In “Large-Scale Evolution of Image Classifiers,” presented at ICML 2017, we set up an evolutionary process with simple building blocks and trivial initial conditions. The idea was to "sit back" and let evolution at scale do the work of constructing the architecture. Starting from very simple networks, the process found classifiers comparable to hand-designed models at the time. This was encouraging because many applications may require little user participation. For example, some users may need a better model but may not have the time to become machine learning experts. A natural question to consider next was whether a combination of hand-design and evolution could do better than either approach alone. Thus, in our more recent paper, “Regularized Evolution for Image Classifier Architecture Search” (2018), we participated in the process by providing sophisticated building blocks and good initial conditions (discussed below). Moreover, we scaled up computation using Google's new TPUv2 chips. This combination of modern hardware, expert knowledge, and evolution worked together to produce state-of-the-art models on CIFAR-10 and ImageNet, two popular benchmarks for image classification.

A Simple Approach
The following is an example of an experiment from our first paper. In the figure below, each dot is a neural network trained on the CIFAR-10 dataset, which is commonly used to train image classifiers. Initially, the population consists of one thousand identical simple seed models (no hidden layers). Starting from simple seed models is important — if we had started from a high-quality model with initial conditions containing expert knowledge, it would have been easier to get a high-quality model in the end. Once seeded with the simple models, the process advances in steps. At each step, a pair of neural networks is chosen at random. The network with higher accuracy is selected as a parent and is copied and mutated to generate a child that is then added to the population, while the other neural network dies out. All other networks remain unchanged during the step. With the application of many such steps in succession, the population evolves.
Progress of an evolution experiment. Each dot represents an individual in the population. The four diagrams show examples of discovered architectures. These correspond to the best individual (rightmost; selected by validation accuracy) and three of its ancestors.
The mutations in our first paper are purposefully simple: remove a convolution at random, add a skip connection between arbitrary layers, or change the learning rate, to name a few. This way, the results show the potential of the evolutionary algorithm, as opposed to the quality of the search space. For example, if we had used a single mutation that transforms one of the seed networks into an Inception-ResNet classifier in one step, we would be incorrectly concluding that the algorithm found a good answer. Yet, in that case, all we would have done is hard-coded the final answer into a complex mutation, rigging the outcome. If instead we stick with simple mutations, this cannot happen and evolution is truly doing the job. In the experiment in the figure, simple mutations and the selection process cause the networks to improve over time and reach high test accuracies, even though the test set had never been seen during the process. In this paper, the networks can also inherit their parent's weights. Thus, in addition to evolving the architecture, the population trains its networks while exploring the search space of initial conditions and learning-rate schedules. As a result, the process yields fully trained models with optimized hyperparameters. No expert input is needed after the experiment starts.
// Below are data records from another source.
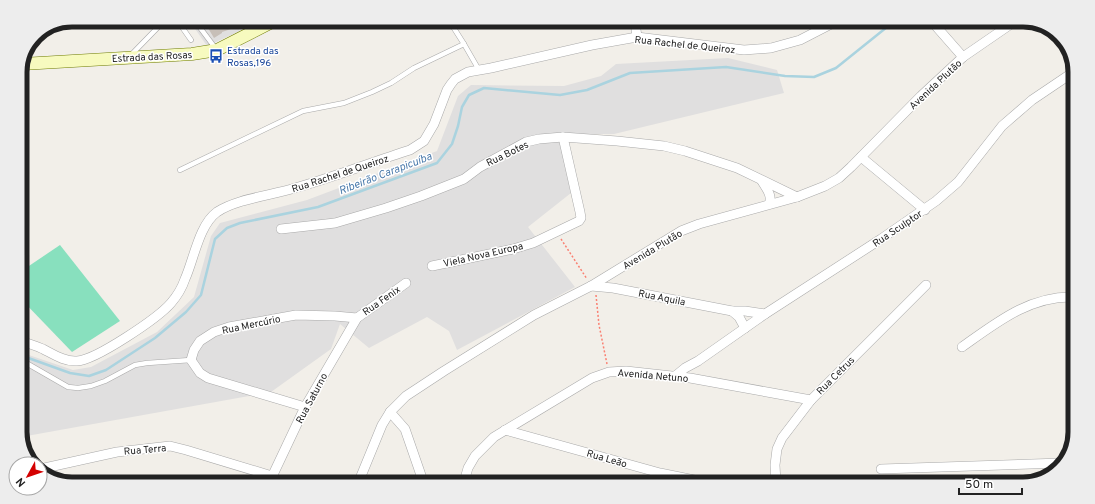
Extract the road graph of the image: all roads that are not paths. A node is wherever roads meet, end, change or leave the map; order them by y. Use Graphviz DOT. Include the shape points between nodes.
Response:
graph roads {
  1 [pos="158,27"];
  2 [pos="182,27"];
  3 [pos="200,27"];
  4 [pos="262,27"];
  5 [pos="453,27"];
  6 [pos="636,27"];
  7 [pos="825,27"];
  8 [pos="937,27"];
  9 [pos="1007,27"];
  10 [pos="637,37"];
  11 [pos="191,40"];
  12 [pos="464,44"];
  13 [pos="217,50"];
  14 [pos="963,57"];
  15 [pos="129,58"];
  16 [pos="29,60"];
  17 [pos="479,70"];
  18 [pos="1068,76"];
  19 [pos="563,137"];
  20 [pos="861,157"];
  21 [pos="180,170"];
  22 [pos="762,181"];
  23 [pos="797,197"];
  24 [pos="769,204"];
  25 [pos="925,210"];
  26 [pos="281,229"];
  27 [pos="432,266"];
  28 [pos="612,274"];
  29 [pos="406,283"];
  30 [pos="926,284"];
  31 [pos="591,286"];
  32 [pos="619,289"];
  33 [pos="1068,297"];
  34 [pos="732,311"];
  35 [pos="765,314"];
  36 [pos="357,318"];
  37 [pos="745,328"];
  38 [pos="27,344"];
  39 [pos="962,346"];
  40 [pos="191,360"];
  41 [pos="698,361"];
  42 [pos="27,364"];
  43 [pos="674,376"];
  44 [pos="690,378"];
  45 [pos="811,400"];
  46 [pos="306,407"];
  47 [pos="390,412"];
  48 [pos="505,430"];
  49 [pos="1056,463"];
  50 [pos="48,467"];
  51 [pos="881,468"];
  52 [pos="265,477"];
  53 [pos="272,477"];
  54 [pos="361,477"];
  55 [pos="421,477"];
  56 [pos="465,477"];
  57 [pos="680,477"];
  58 [pos="776,477"];
  1 -- 15 [label="lane"];
  2 -- 11 [label="lane"];
  3 -- 13 [label="lane"];
  4 -- 13 [label="main road, Estrada das Rosas"];
  5 -- 12 [label="lane"];
  6 -- 10 [label="street"];
  7 -- 10 [label="street, Rua Rachel de Queiroz" via="800,40 771,48 744,50"];
  8 -- 14 [label="street"];
  9 -- 14 [label="street, Avenida Plutão"];
  10 -- 17 [label="street, Rua Rachel de Queiroz"];
  12 -- 17 [label="lane"];
  12 -- 21 [label="lane" via="372,92 344,103 303,111"];
  13 -- 15 [label="main road, Estrada das Rosas"];
  14 -- 20 [label="street, Avenida Plutão"];
  15 -- 16 [label="main road, Estrada das Rosas"];
  17 -- 38 [label="street, Rua Rachel de Queiroz" via="468,72 456,78 451,84 430,131 418,146 296,188 224,208 216,213 203,229 181,288 171,303 144,326 88,359 76,361 64,359"];
  18 -- 25 [label="street, Rua Sculptor" via="1032,100 1002,126 958,182"];
  19 -- 22 [label="street, Rua Botes" via="664,146 737,168"];
  19 -- 26 [label="street, Rua Botes" via="526,142 480,167 464,179 386,208 336,223"];
  19 -- 27 [label="street, Viela Nova Europa" via="581,218 579,221 533,243"];
  20 -- 23 [label="street, Avenida Plutão" via="839,178"];
  20 -- 25 [label="street"];
  22 -- 23 [label="street, Rua Botes"];
  22 -- 24 [label="street" via="770,194"];
  23 -- 24 [label="street, Avenida Plutão"];
  24 -- 28 [label="street, Avenida Plutão" via="681,231"];
  25 -- 35 [label="street, Rua Sculptor"];
  28 -- 31 [label="street, Avenida Plutão"];
  28 -- 32 [label="street"];
  29 -- 36 [label="street, Rua Fenix"];
  30 -- 45 [label="street, Rua Cetrus"];
  31 -- 32 [label="street, Rua Aquila"];
  31 -- 47 [label="street, Avenida Plutão" via="534,315 444,370 406,396"];
  32 -- 34 [label="street, Rua Aquila"];
  33 -- 39 [label="street" via="1040,301 1023,307"];
  34 -- 35 [label="street, Rua Aquila"];
  34 -- 37 [label="street"];
  35 -- 37 [label="street, Rua Sculptor"];
  36 -- 40 [label="street, Rua Mercúrio" via="296,315 228,327 200,341"];
  36 -- 46 [label="street, Rua Saturno"];
  37 -- 41 [label="street, Rua Sculptor"];
  40 -- 42 [label="lane" via="135,365 105,381 78,388 68,386"];
  40 -- 46 [label="street" via="200,373 208,378"];
  41 -- 43 [label="street, Rua Sculptor"];
  41 -- 44 [label="street, Rua Sculptor"];
  43 -- 44 [label="street, Avenida Netuno"];
  43 -- 48 [label="street, Avenida Netuno" via="626,371 609,372 592,378"];
  44 -- 45 [label="street, Avenida Netuno"];
  45 -- 58 [label="street, Rua Cetrus" via="782,438 777,449"];
  46 -- 53 [label="street, Rua Saturno"];
  47 -- 54 [label="street, Avenida Plutão"];
  47 -- 55 [label="street" via="405,429"];
  48 -- 56 [label="street, Avenida Netuno" via="475,456"];
  48 -- 57 [label="street, Rua Leão"];
  49 -- 51 [label="street"];
  50 -- 52 [label="street, Rua Terra" via="117,452 170,446"];
}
In all the above, even though we were minimizing the researcher's participation by having simple initial architectures and intuitive mutations, a good amount of expert knowledge went into the building blocks those architectures were made of. These included important inventions such as convolutions, ReLUs and batch-normalization layers. We were evolving an architecture made up of these components. The term "architecture" is not accidental: this is analogous to constructing a house with high-quality bricks.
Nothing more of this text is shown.